Saved entries
┏━━

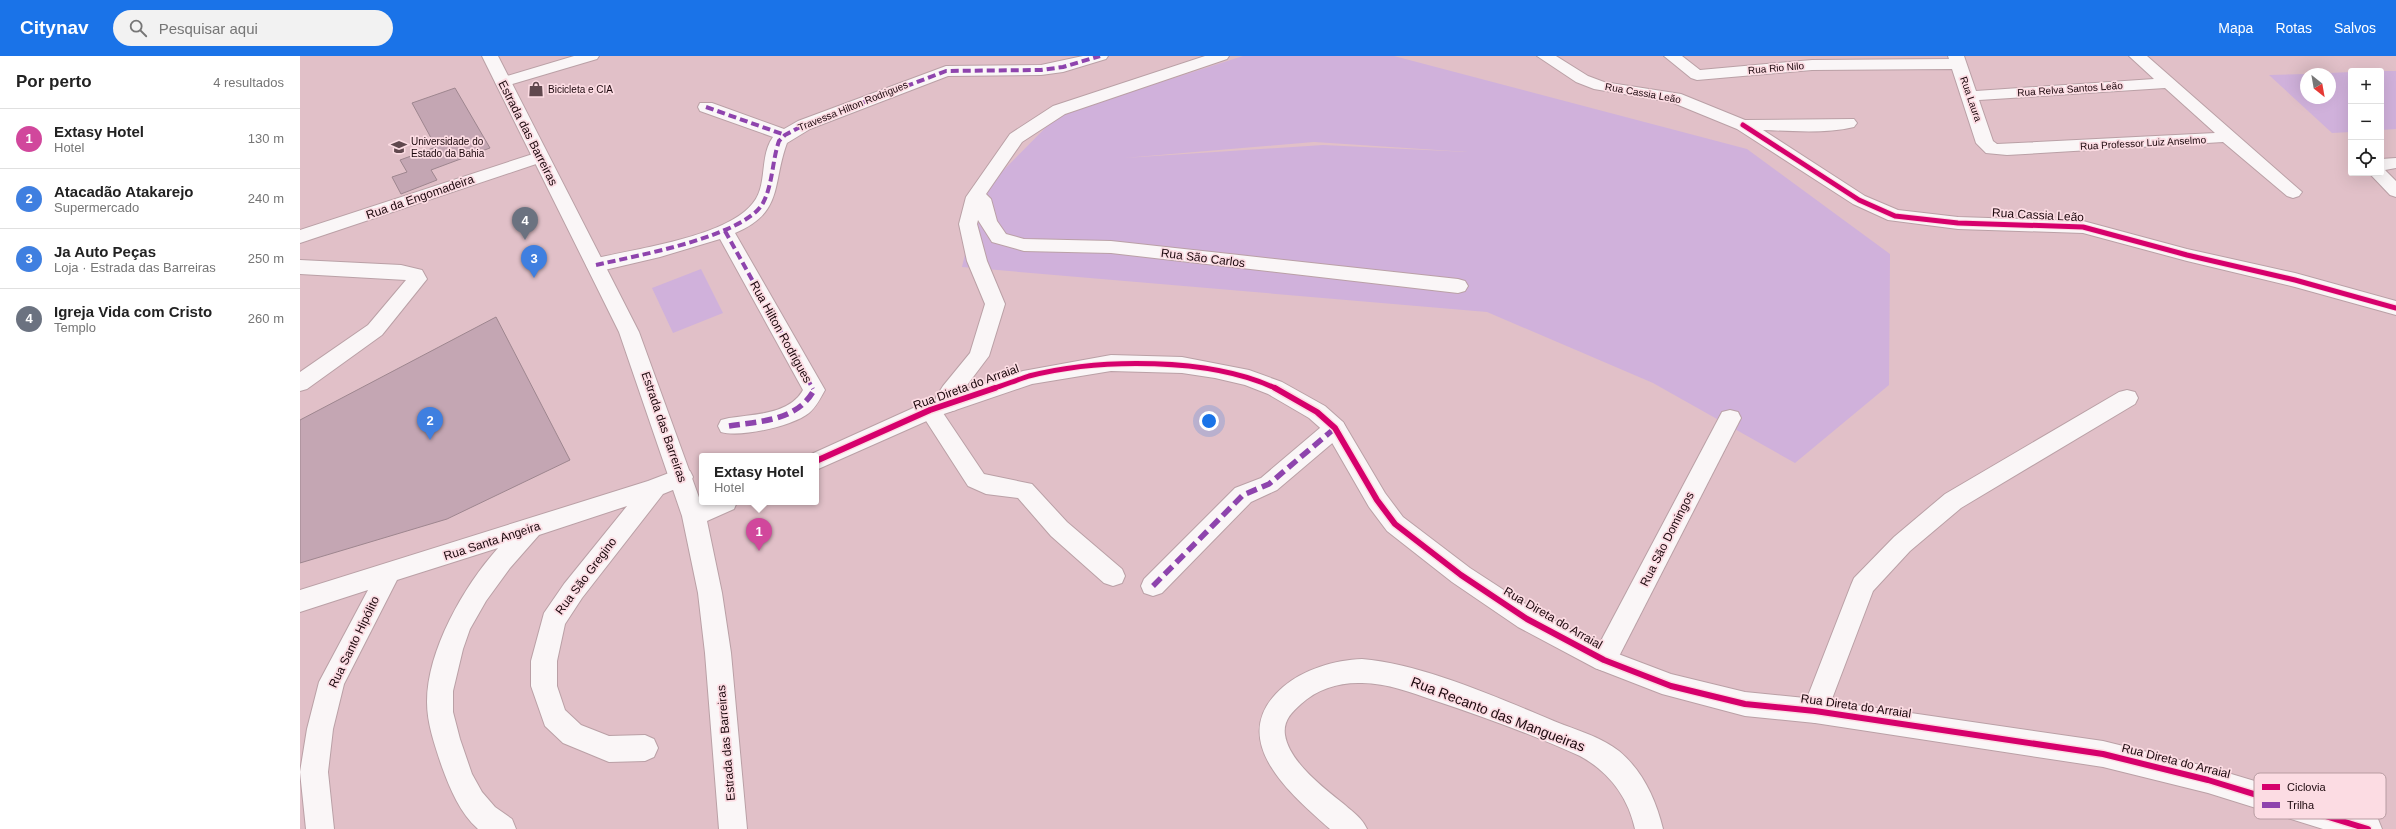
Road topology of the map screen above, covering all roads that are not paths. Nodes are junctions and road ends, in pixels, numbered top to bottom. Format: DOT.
graph roads {
  1 [pos="490,56"];
  2 [pos="591,56"];
  3 [pos="1100,56"];
  4 [pos="1221,56"];
  5 [pos="1545,56"];
  6 [pos="1672,56"];
  7 [pos="2137,56"];
  8 [pos="1810,60"];
  9 [pos="1900,60"];
  10 [pos="1957,60"];
  11 [pos="503,82"];
  12 [pos="2169,83"];
  13 [pos="1970,96"];
  14 [pos="706,107"];
  15 [pos="1848,123"];
  16 [pos="1743,125"];
  17 [pos="785,135"];
  18 [pos="2225,135"];
  19 [pos="1985,143"];
  20 [pos="540,157"];
  21 [pos="2396,163"];
  22 [pos="2384,165"];
  23 [pos="2381,176"];
  24 [pos="2396,191"];
  25 [pos="2293,192"];
  26 [pos="975,197"];
  27 [pos="725,231"];
  28 [pos="300,238"];
  29 [pos="596,265"];
  30 [pos="300,267"];
  31 [pos="1458,286"];
  32 [pos="2396,308"];
  33 [pos="300,383"];
  34 [pos="2127,398"];
  35 [pos="939,407"];
  36 [pos="1730,418"];
  37 [pos="730,426"];
  38 [pos="1335,428"];
  39 [pos="819,460"];
  40 [pos="682,476"];
  41 [pos="655,488"];
  42 [pos="719,505"];
  43 [pos="694,516"];
  44 [pos="531,528"];
  45 [pos="388,575"];
  46 [pos="1113,576"];
  47 [pos="1153,586"];
  48 [pos="300,601"];
  49 [pos="1604,660"];
  50 [pos="1815,711"];
  51 [pos="645,748"];
  52 [pos="2254,794"];
  53 [pos="2335,819"];
  54 [pos="320,829"];
  55 [pos="502,829"];
  56 [pos="733,829"];
  57 [pos="1353,829"];
  58 [pos="1649,829"];
  59 [pos="2368,829"];
  1 -- 11 [label="street, Estrada das Barreiras"];
  2 -- 11 [label="street"];
  3 -- 17 [label="street, Travessa Hilton Rodrigues"];
  4 -- 26 [label="street"];
  5 -- 16 [label="street, Rua Cassia Leão"];
  6 -- 8 [label="street, Rua Rio Nilo"];
  7 -- 12 [label="street, Rua Professor Luiz Anselmo"];
  8 -- 9 [label="street, Rua Rio Nilo"];
  9 -- 10 [label="street, Rua Rio Nilo"];
  10 -- 13 [label="street, Rua Laura"];
  11 -- 20 [label="street, Estrada das Barreiras"];
  12 -- 13 [label="street, Rua Relva Santos Leão"];
  12 -- 18 [label="street, Rua Professor Luiz Anselmo"];
  13 -- 19 [label="street, Rua Laura"];
  14 -- 17 [label="street"];
  15 -- 16 [label="street, Rua Cassia Leão"];
  16 -- 32 [label="street, Rua Cassia Leão"];
  17 -- 27 [label="street, Travessa Hilton Rodrigues"];
  18 -- 19 [label="street, Rua Professor Luiz Anselmo"];
  18 -- 25 [label="street"];
  20 -- 28 [label="street, Rua da Engomadeira"];
  20 -- 29 [label="street, Estrada das Barreiras"];
  21 -- 22 [label="street"];
  23 -- 24 [label="street"];
  26 -- 31 [label="street, Rua São Carlos"];
  26 -- 35 [label="street"];
  27 -- 29 [label="street, Travessa Hilton Rodrigues"];
  27 -- 37 [label="street, Rua Hilton Rodrigues"];
  29 -- 40 [label="street, Estrada das Barreiras"];
  30 -- 33 [label="street"];
  34 -- 50 [label="street"];
  35 -- 38 [label="street, Rua Direta do Arraial"];
  35 -- 39 [label="street, Rua Direta do Arraial"];
  35 -- 46 [label="street"];
  36 -- 49 [label="street, Rua São Domingos"];
  38 -- 47 [label="street"];
  38 -- 49 [label="street, Rua Direta do Arraial"];
  40 -- 41 [label="street, Rua Santa Angeira"];
  40 -- 43 [label="street, Estrada das Barreiras"];
  41 -- 44 [label="street, Rua Santa Angeira"];
  41 -- 51 [label="street, Rua São Gregino"];
  42 -- 43 [label="street"];
  43 -- 56 [label="street, Estrada das Barreiras"];
  44 -- 45 [label="street, Rua Santa Angeira"];
  44 -- 55 [label="street"];
  45 -- 48 [label="street, Rua Santa Angeira"];
  45 -- 54 [label="street, Rua Santo Hipólito"];
  49 -- 50 [label="street, Rua Direta do Arraial"];
  50 -- 52 [label="street, Rua Direta do Arraial"];
  53 -- 59 [label="street, Rua Direta do Arraial"];
  57 -- 58 [label="street, Rua Recanto das Mangueiras"];
}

┗━━

Only a number is expected in response: how many lines of the records above include the word "Estrada".

6